Regarding factors influencing initiation and maintenance of BZD chronic use, 68% of family physicians considered themselves to be pressured by patients to prescribe BZD. This result is consistent with a study conducted by Anthierens and colleagues [21] in which family physicians reported that they were cautious in initiating BZD usage, but at the same time, felt overwhelmed by the psychosocial problems of their patients. This difficulty in dealing with patient’s complaints of anxiety and insomnia and the few available non-pharmacological alternatives at a short-term period, can easily lead to BZD over-prescription.

Some study limitations should be acknowledged. A total of 329 physicians responded to the questionnaire, which is a rather good sample. However an accurate calculation of the response rate was not possible. Even though it is known how many physicians are members of the Portuguese Medical Association, it was not possible to know how many of them actually received the online invitation to participate in the study. The percentage of physicians in our sample with 35 years or younger is 44.4%, which is lower than what is known for the population registered with the PMA [39]. Also, the use of an online approach could represent a bias towards younger physicians who are most prone to use the e-mail on a regular basis.

A reminder was sent 1 month after the initial e-mail message to increase the response rate. To ensure questionnaire anonymity, the reminder was sent to the complete list of physicians, requesting those that had participated in the first round to skip the invitation. However, the possibility of duplicate responses cannot be excluded with certainty.

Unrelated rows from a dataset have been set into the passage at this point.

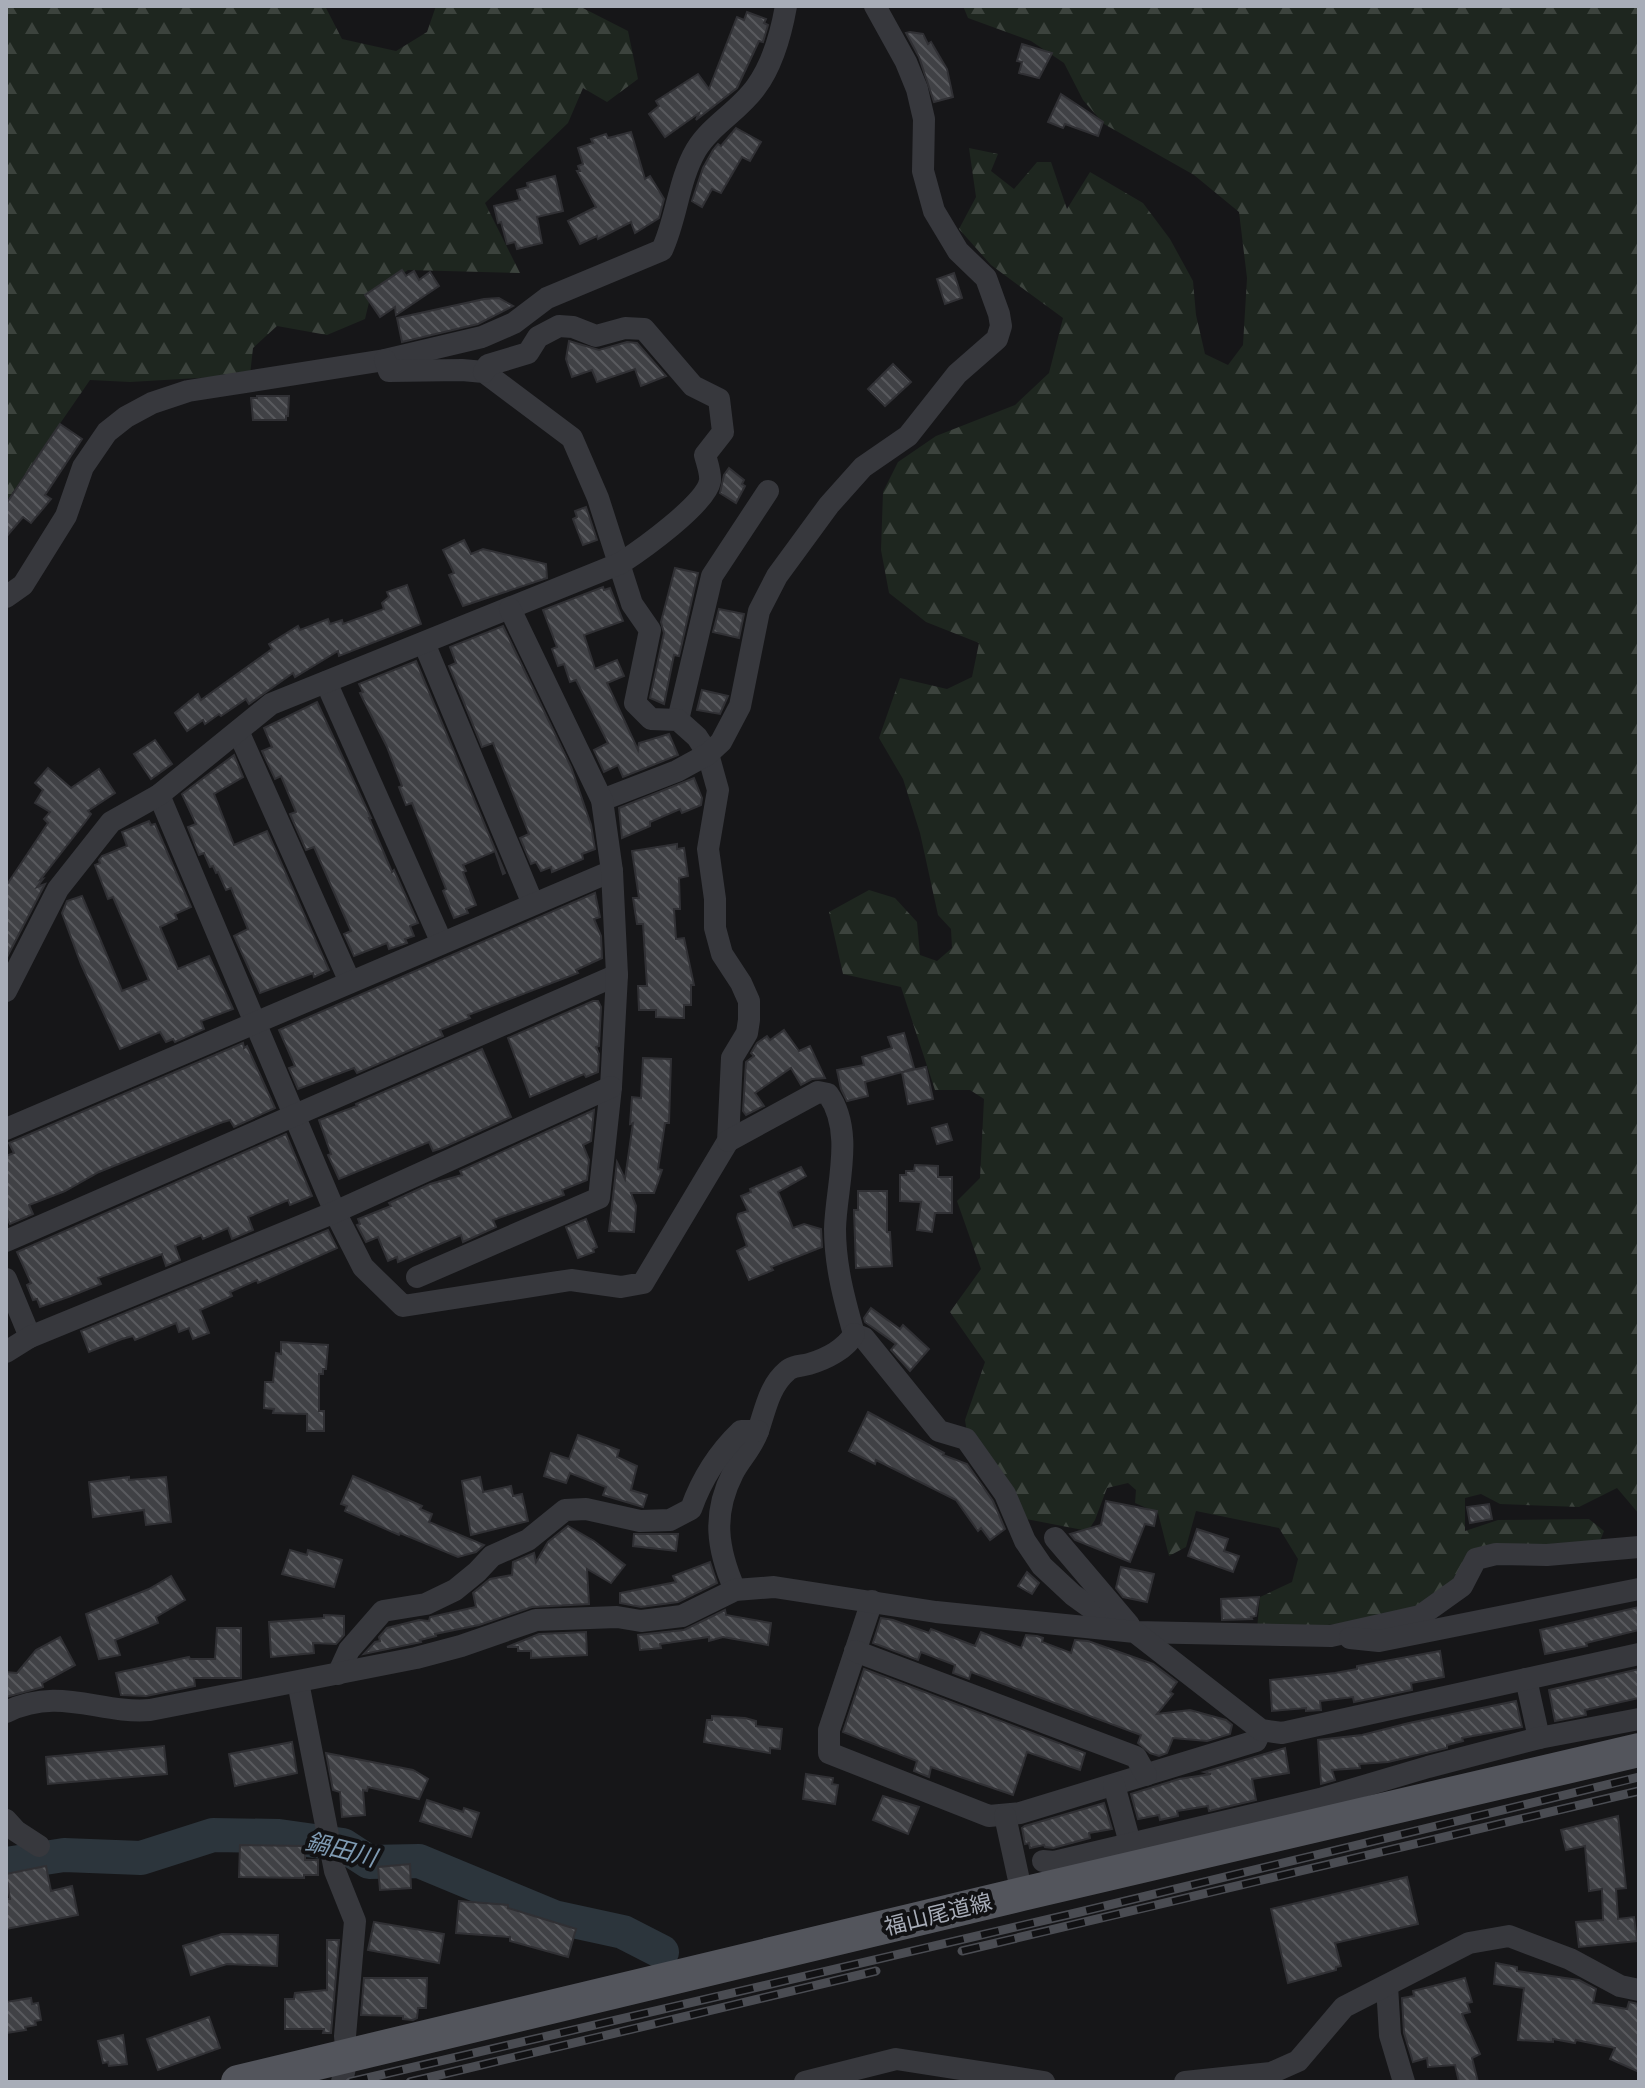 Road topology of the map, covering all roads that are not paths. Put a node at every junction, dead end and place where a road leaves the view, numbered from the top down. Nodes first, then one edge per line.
1 (786, 6) edge
2 (875, 6) edge
3 (385, 360) junction
4 (484, 372) junction
5 (768, 491) dead end
6 (621, 563) junction
7 (6, 597) edge
8 (510, 609) junction
9 (424, 643) junction
10 (326, 682) junction
11 (678, 720) junction
12 (238, 731) junction
13 (708, 754) junction
14 (159, 795) junction
15 (602, 800) junction
16 (612, 871) junction
17 (533, 904) junction
18 (442, 943) junction
19 (617, 975) junction
20 (350, 982) junction
21 (6, 991) edge
22 (255, 1023) junction
23 (611, 1087) junction
24 (294, 1116) junction
25 (6, 1129) edge
26 (728, 1141) junction
27 (335, 1212) junction
28 (6, 1241) edge
29 (417, 1277) dead end
30 (6, 1279) edge
31 (854, 1334) junction
32 (30, 1337) junction
33 (6, 1352) edge
34 (758, 1431) junction
35 (1055, 1538) dead end
36 (1639, 1547) edge
37 (1639, 1589) edge
38 (735, 1590) junction
39 (872, 1601) junction
40 (1135, 1632) junction
41 (1331, 1636) junction
42 (855, 1651) junction
43 (1639, 1654) edge
44 (338, 1674) junction
45 (1526, 1679) junction
46 (298, 1682) junction
47 (6, 1712) edge
48 (1639, 1719) edge
49 (1261, 1730) junction
50 (1539, 1738) junction
51 (1639, 1750) edge
52 (1146, 1775) junction
53 (1114, 1785) junction
54 (1005, 1816) junction
55 (6, 1820) edge
56 (1130, 1843) junction
57 (39, 1846) dead end
58 (1043, 1861) dead end
59 (1022, 1894) junction
60 (1387, 1986) junction
61 (1639, 1990) edge
62 (344, 2070) edge
63 (238, 2082) edge
64 (805, 2082) edge
65 (1044, 2082) edge
66 (1185, 2082) edge
67 (1404, 2082) edge

1 - 3 street
2 - 13 street
3 - 4 street
3 - 7 street
4 - 6 street
4 - 6 street
5 - 11 street
6 - 8 street
6 - 11 street
8 - 9 street
8 - 15 street
9 - 10 street
9 - 17 street
10 - 12 street
10 - 18 street
11 - 13 street
12 - 14 street
12 - 20 street
13 - 15 street
13 - 26 street
14 - 21 street
14 - 22 street
15 - 16 street
16 - 17 street
16 - 19 street
17 - 18 street
18 - 20 street
19 - 23 street
19 - 24 street
20 - 22 street
22 - 24 street
22 - 25 street
23 - 27 street
23 - 29 street
24 - 27 street
24 - 28 street
26 - 27 street
26 - 31 street
27 - 32 street
30 - 32 street
31 - 34 street
31 - 40 street
32 - 33 street
34 - 38 street
34 - 44 street
35 - 40 street
36 - 41 street
37 - 41 street
38 - 39 street
38 - 44 street
39 - 40 street
39 - 42 street
40 - 41 street
40 - 49 street
42 - 52 street
42 - 54 street
43 - 45 street
44 - 46 street
45 - 49 street
45 - 50 street
46 - 47 street
46 - 62 street
48 - 50 street
49 - 52 street
50 - 56 street
51 - 59 main road, 福山尾道線
52 - 53 street
53 - 54 street
53 - 56 street
54 - 59 street
55 - 57 street
56 - 58 street
59 - 62 main road, 福山尾道線
60 - 61 street
60 - 66 street
60 - 67 street
62 - 63 main road, 福山尾道線
64 - 65 street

It should be noted that this questionnaire was intended for all medical specialists. However, family physicians were the most represented specialists in the study. This may indicate that family physicians are more aware of the relevance of BZD utilization and consumption, since they are responsible for most BZD prescription refills.

Further studies to clarify the possible association between physicians and patients believes and attitudes towards BZD and the chronic use of these drugs are warranted.

Conclusion

Our study showed that, in Portugal, physicians are aware of the risks of BZD chronic use. Family physicians seem to have significantly less positive beliefs and attitudes towards BZD’s prescription when compared with other specialists. They also have a better self-perception of literacy about BZD, although expressing concerns about their skills to help patients with BZD withdrawal. The results of this study represent a significant contribution to a better understanding of physicians’ beliefs and attitudes associated with prescription and continued use of BZD in Portugal. These results should be taken in consideration when addressing future medical educational interventions, especially aimed at capacitating physicians to motivate and help patients to cease BZD consumption.